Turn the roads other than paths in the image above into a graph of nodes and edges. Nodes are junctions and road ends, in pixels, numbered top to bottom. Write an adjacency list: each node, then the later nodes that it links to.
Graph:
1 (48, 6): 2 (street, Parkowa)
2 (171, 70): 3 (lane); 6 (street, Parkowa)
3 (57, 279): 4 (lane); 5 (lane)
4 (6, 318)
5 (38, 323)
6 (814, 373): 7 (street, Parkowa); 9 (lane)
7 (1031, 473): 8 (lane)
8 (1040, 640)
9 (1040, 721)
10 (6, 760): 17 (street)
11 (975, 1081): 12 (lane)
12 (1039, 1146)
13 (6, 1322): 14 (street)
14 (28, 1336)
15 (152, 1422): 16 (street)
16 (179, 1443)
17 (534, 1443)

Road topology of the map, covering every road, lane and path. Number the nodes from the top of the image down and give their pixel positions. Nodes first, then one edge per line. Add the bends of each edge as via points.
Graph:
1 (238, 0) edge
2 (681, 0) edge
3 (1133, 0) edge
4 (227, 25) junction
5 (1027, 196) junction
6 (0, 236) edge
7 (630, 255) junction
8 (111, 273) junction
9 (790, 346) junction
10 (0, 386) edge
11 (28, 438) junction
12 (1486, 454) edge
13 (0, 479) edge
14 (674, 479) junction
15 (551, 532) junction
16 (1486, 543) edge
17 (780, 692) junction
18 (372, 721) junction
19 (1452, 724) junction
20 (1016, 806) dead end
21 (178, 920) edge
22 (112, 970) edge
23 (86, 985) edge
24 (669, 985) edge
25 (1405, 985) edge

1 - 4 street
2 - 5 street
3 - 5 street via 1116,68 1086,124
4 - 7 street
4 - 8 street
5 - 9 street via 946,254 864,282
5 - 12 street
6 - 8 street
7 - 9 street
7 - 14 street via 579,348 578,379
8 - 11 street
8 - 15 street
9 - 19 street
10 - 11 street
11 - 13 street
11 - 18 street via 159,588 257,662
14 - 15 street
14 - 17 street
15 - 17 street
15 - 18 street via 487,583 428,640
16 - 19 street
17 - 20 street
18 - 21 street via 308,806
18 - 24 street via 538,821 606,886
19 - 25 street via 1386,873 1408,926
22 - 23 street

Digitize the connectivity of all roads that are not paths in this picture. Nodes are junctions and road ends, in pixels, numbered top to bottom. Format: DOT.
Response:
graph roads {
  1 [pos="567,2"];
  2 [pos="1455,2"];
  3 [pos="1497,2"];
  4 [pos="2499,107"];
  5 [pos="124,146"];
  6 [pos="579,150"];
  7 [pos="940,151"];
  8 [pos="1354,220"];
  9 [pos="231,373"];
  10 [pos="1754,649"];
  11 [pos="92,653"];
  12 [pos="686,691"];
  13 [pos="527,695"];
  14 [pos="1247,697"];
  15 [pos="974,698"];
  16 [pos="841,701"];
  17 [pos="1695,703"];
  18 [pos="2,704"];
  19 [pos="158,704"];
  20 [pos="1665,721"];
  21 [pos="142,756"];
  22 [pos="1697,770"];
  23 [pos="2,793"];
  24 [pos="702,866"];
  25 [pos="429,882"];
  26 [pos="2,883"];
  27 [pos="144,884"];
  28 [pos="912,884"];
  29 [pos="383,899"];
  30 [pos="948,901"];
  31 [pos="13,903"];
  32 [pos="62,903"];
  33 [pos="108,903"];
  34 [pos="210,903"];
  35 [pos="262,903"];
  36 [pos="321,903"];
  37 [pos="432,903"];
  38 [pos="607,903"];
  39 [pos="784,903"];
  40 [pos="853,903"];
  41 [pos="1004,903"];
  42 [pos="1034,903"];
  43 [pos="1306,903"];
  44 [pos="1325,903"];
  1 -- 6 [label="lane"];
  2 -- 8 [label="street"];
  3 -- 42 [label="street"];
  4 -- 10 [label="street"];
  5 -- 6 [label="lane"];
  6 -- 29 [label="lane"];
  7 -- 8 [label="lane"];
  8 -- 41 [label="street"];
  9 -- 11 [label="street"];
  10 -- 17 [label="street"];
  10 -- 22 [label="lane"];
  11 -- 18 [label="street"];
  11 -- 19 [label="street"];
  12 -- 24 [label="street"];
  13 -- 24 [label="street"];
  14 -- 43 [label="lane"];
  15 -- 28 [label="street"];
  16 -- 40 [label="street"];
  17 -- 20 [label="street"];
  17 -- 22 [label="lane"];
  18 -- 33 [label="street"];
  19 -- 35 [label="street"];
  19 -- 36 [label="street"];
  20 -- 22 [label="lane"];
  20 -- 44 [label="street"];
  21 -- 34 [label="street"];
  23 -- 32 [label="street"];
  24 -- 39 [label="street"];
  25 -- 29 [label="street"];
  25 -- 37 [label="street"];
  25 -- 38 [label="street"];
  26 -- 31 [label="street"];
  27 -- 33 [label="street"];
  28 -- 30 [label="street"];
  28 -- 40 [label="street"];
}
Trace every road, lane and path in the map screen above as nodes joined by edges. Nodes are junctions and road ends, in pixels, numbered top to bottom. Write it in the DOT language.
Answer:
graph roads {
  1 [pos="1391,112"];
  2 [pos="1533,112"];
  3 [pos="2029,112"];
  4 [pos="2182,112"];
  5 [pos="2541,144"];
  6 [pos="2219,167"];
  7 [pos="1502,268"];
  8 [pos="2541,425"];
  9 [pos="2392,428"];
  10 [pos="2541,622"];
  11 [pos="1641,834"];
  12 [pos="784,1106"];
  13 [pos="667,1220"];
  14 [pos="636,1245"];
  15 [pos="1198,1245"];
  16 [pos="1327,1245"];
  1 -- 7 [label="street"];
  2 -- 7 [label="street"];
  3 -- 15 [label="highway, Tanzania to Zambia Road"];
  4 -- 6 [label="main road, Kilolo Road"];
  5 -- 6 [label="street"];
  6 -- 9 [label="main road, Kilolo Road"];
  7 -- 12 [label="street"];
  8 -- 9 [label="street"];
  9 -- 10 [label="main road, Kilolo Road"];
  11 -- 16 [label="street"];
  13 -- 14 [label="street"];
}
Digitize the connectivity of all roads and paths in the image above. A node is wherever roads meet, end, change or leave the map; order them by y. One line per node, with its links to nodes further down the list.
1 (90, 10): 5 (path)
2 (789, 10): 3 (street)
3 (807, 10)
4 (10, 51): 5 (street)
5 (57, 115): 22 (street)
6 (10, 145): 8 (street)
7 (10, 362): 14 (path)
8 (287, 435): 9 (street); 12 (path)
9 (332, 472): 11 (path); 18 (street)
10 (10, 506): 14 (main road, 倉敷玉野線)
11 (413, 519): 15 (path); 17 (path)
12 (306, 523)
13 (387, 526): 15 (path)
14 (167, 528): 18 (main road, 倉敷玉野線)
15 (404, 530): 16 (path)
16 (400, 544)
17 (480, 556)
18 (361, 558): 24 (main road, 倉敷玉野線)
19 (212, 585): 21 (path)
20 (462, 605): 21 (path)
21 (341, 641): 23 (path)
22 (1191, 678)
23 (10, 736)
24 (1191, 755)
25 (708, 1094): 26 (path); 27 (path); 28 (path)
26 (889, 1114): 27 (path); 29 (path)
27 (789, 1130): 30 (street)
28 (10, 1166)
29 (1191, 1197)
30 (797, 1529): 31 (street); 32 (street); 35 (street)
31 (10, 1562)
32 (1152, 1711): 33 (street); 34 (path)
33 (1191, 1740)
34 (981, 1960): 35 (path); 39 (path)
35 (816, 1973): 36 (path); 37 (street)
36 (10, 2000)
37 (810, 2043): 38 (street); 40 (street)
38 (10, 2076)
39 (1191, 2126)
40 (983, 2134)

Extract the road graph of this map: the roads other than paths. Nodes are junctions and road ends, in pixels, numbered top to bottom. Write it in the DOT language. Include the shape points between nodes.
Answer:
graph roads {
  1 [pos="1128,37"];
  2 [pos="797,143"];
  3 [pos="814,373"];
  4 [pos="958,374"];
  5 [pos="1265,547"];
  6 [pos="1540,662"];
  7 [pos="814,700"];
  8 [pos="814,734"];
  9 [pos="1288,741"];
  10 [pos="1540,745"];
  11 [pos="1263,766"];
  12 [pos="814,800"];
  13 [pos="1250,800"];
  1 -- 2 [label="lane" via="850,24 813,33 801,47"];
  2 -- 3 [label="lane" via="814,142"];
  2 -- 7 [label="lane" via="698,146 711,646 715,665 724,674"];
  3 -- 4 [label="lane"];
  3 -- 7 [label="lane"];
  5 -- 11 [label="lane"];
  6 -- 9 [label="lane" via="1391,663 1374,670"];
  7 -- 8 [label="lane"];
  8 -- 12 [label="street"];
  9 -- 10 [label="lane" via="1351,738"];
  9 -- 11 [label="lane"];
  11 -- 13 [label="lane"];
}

**ACTION ITEM:**
Exactly as they appear, retype the lines from the start of the records through the line containing "Road topology of".

**EXERCISE RESPONSE:**
Turn the roads other than paths in the image above into a graph of nodes and edges. Nodes are junctions and road ends, in pixels, numbered top to bottom. Write an adjacency list: each node, then the later nodes that it links to.
Graph:
1 (48, 6): 2 (street, Parkowa)
2 (171, 70): 3 (lane); 6 (street, Parkowa)
3 (57, 279): 4 (lane); 5 (lane)
4 (6, 318)
5 (38, 323)
6 (814, 373): 7 (street, Parkowa); 9 (lane)
7 (1031, 473): 8 (lane)
8 (1040, 640)
9 (1040, 721)
10 (6, 760): 17 (street)
11 (975, 1081): 12 (lane)
12 (1039, 1146)
13 (6, 1322): 14 (street)
14 (28, 1336)
15 (152, 1422): 16 (street)
16 (179, 1443)
17 (534, 1443)

Road topology of the map, covering every road, lane and path. Number the nodes from the top of the image down and give their pixel positions. Nodes first, then one edge per line. Add the bends of each edge as via points.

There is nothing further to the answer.